[Saved entries]
§ §
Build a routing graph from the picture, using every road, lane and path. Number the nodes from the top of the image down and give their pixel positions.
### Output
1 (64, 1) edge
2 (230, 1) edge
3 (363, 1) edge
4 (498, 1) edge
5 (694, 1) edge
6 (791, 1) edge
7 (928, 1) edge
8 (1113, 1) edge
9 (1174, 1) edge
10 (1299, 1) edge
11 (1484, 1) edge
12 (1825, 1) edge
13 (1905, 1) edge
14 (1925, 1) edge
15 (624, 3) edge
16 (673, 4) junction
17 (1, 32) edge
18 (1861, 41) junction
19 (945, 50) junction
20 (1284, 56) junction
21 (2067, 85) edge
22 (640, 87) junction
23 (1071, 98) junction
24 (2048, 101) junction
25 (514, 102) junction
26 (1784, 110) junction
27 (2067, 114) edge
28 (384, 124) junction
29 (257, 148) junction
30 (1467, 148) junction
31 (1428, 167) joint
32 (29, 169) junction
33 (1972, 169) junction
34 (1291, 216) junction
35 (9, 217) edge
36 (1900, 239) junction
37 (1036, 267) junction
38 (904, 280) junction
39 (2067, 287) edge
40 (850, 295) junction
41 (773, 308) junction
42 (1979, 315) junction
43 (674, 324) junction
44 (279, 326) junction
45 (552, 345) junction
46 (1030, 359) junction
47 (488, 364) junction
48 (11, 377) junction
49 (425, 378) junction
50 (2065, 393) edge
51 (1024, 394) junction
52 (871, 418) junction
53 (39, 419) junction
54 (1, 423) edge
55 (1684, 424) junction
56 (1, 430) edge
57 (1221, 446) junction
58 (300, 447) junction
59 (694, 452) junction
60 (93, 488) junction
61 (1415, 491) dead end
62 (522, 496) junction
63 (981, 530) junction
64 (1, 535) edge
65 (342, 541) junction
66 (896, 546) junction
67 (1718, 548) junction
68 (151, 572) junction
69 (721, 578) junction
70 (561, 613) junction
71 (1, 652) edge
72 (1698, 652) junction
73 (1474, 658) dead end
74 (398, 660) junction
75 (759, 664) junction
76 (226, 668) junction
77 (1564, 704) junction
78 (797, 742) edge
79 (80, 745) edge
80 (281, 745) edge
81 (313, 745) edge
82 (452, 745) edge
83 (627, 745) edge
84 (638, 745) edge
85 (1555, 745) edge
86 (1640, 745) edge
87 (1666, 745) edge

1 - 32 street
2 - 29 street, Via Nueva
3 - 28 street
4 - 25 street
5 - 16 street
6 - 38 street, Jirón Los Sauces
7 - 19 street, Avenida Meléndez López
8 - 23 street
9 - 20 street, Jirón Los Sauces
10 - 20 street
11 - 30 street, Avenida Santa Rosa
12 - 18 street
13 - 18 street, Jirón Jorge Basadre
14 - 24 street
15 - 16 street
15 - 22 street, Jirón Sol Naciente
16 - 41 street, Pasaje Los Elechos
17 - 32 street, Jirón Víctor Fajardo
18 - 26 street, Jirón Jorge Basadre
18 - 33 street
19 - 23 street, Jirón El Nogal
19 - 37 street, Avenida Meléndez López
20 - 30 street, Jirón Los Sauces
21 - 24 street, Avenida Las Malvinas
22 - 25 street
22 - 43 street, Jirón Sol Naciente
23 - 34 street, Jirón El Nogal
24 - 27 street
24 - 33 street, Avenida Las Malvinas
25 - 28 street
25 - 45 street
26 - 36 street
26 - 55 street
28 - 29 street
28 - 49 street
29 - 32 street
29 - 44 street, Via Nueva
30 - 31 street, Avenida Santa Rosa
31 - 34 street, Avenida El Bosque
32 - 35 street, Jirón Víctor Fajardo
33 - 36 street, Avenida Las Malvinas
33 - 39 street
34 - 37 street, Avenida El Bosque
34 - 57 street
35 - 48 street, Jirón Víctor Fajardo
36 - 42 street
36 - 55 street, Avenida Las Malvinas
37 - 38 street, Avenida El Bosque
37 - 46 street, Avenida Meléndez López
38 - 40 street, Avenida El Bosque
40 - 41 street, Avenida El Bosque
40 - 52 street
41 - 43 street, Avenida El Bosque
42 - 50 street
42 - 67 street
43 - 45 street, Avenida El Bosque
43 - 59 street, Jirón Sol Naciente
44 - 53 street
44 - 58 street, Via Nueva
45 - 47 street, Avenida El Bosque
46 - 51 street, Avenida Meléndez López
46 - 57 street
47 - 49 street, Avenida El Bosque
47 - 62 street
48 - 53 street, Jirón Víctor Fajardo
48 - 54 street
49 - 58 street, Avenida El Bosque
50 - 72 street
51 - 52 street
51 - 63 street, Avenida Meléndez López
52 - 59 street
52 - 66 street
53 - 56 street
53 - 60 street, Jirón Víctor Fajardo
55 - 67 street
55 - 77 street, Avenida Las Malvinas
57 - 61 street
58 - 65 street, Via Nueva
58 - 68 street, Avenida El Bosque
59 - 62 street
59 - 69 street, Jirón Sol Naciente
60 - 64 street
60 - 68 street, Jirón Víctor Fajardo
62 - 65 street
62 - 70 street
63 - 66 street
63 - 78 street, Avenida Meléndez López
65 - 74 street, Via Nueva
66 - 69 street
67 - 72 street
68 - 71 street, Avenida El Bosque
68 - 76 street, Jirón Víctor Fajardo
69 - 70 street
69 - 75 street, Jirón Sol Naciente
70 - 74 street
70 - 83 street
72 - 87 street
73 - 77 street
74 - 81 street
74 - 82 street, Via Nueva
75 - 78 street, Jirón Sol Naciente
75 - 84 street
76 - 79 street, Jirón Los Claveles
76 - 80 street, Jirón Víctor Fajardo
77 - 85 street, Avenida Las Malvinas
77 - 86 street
§ §
Return all the data exactly as given.

Build a routing graph from the picture, using every road, lane and path. Number the nodes from the top of the image down and give their pixel positions.
### Output
1 (64, 1) edge
2 (230, 1) edge
3 (363, 1) edge
4 (498, 1) edge
5 (694, 1) edge
6 (791, 1) edge
7 (928, 1) edge
8 (1113, 1) edge
9 (1174, 1) edge
10 (1299, 1) edge
11 (1484, 1) edge
12 (1825, 1) edge
13 (1905, 1) edge
14 (1925, 1) edge
15 (624, 3) edge
16 (673, 4) junction
17 (1, 32) edge
18 (1861, 41) junction
19 (945, 50) junction
20 (1284, 56) junction
21 (2067, 85) edge
22 (640, 87) junction
23 (1071, 98) junction
24 (2048, 101) junction
25 (514, 102) junction
26 (1784, 110) junction
27 (2067, 114) edge
28 (384, 124) junction
29 (257, 148) junction
30 (1467, 148) junction
31 (1428, 167) joint
32 (29, 169) junction
33 (1972, 169) junction
34 (1291, 216) junction
35 (9, 217) edge
36 (1900, 239) junction
37 (1036, 267) junction
38 (904, 280) junction
39 (2067, 287) edge
40 (850, 295) junction
41 (773, 308) junction
42 (1979, 315) junction
43 (674, 324) junction
44 (279, 326) junction
45 (552, 345) junction
46 (1030, 359) junction
47 (488, 364) junction
48 (11, 377) junction
49 (425, 378) junction
50 (2065, 393) edge
51 (1024, 394) junction
52 (871, 418) junction
53 (39, 419) junction
54 (1, 423) edge
55 (1684, 424) junction
56 (1, 430) edge
57 (1221, 446) junction
58 (300, 447) junction
59 (694, 452) junction
60 (93, 488) junction
61 (1415, 491) dead end
62 (522, 496) junction
63 (981, 530) junction
64 (1, 535) edge
65 (342, 541) junction
66 (896, 546) junction
67 (1718, 548) junction
68 (151, 572) junction
69 (721, 578) junction
70 (561, 613) junction
71 (1, 652) edge
72 (1698, 652) junction
73 (1474, 658) dead end
74 (398, 660) junction
75 (759, 664) junction
76 (226, 668) junction
77 (1564, 704) junction
78 (797, 742) edge
79 (80, 745) edge
80 (281, 745) edge
81 (313, 745) edge
82 (452, 745) edge
83 (627, 745) edge
84 (638, 745) edge
85 (1555, 745) edge
86 (1640, 745) edge
87 (1666, 745) edge

1 - 32 street
2 - 29 street, Via Nueva
3 - 28 street
4 - 25 street
5 - 16 street
6 - 38 street, Jirón Los Sauces
7 - 19 street, Avenida Meléndez López
8 - 23 street
9 - 20 street, Jirón Los Sauces
10 - 20 street
11 - 30 street, Avenida Santa Rosa
12 - 18 street
13 - 18 street, Jirón Jorge Basadre
14 - 24 street
15 - 16 street
15 - 22 street, Jirón Sol Naciente
16 - 41 street, Pasaje Los Elechos
17 - 32 street, Jirón Víctor Fajardo
18 - 26 street, Jirón Jorge Basadre
18 - 33 street
19 - 23 street, Jirón El Nogal
19 - 37 street, Avenida Meléndez López
20 - 30 street, Jirón Los Sauces
21 - 24 street, Avenida Las Malvinas
22 - 25 street
22 - 43 street, Jirón Sol Naciente
23 - 34 street, Jirón El Nogal
24 - 27 street
24 - 33 street, Avenida Las Malvinas
25 - 28 street
25 - 45 street
26 - 36 street
26 - 55 street
28 - 29 street
28 - 49 street
29 - 32 street
29 - 44 street, Via Nueva
30 - 31 street, Avenida Santa Rosa
31 - 34 street, Avenida El Bosque
32 - 35 street, Jirón Víctor Fajardo
33 - 36 street, Avenida Las Malvinas
33 - 39 street
34 - 37 street, Avenida El Bosque
34 - 57 street
35 - 48 street, Jirón Víctor Fajardo
36 - 42 street
36 - 55 street, Avenida Las Malvinas
37 - 38 street, Avenida El Bosque
37 - 46 street, Avenida Meléndez López
38 - 40 street, Avenida El Bosque
40 - 41 street, Avenida El Bosque
40 - 52 street
41 - 43 street, Avenida El Bosque
42 - 50 street
42 - 67 street
43 - 45 street, Avenida El Bosque
43 - 59 street, Jirón Sol Naciente
44 - 53 street
44 - 58 street, Via Nueva
45 - 47 street, Avenida El Bosque
46 - 51 street, Avenida Meléndez López
46 - 57 street
47 - 49 street, Avenida El Bosque
47 - 62 street
48 - 53 street, Jirón Víctor Fajardo
48 - 54 street
49 - 58 street, Avenida El Bosque
50 - 72 street
51 - 52 street
51 - 63 street, Avenida Meléndez López
52 - 59 street
52 - 66 street
53 - 56 street
53 - 60 street, Jirón Víctor Fajardo
55 - 67 street
55 - 77 street, Avenida Las Malvinas
57 - 61 street
58 - 65 street, Via Nueva
58 - 68 street, Avenida El Bosque
59 - 62 street
59 - 69 street, Jirón Sol Naciente
60 - 64 street
60 - 68 street, Jirón Víctor Fajardo
62 - 65 street
62 - 70 street
63 - 66 street
63 - 78 street, Avenida Meléndez López
65 - 74 street, Via Nueva
66 - 69 street
67 - 72 street
68 - 71 street, Avenida El Bosque
68 - 76 street, Jirón Víctor Fajardo
69 - 70 street
69 - 75 street, Jirón Sol Naciente
70 - 74 street
70 - 83 street
72 - 87 street
73 - 77 street
74 - 81 street
74 - 82 street, Via Nueva
75 - 78 street, Jirón Sol Naciente
75 - 84 street
76 - 79 street, Jirón Los Claveles
76 - 80 street, Jirón Víctor Fajardo
77 - 85 street, Avenida Las Malvinas
77 - 86 street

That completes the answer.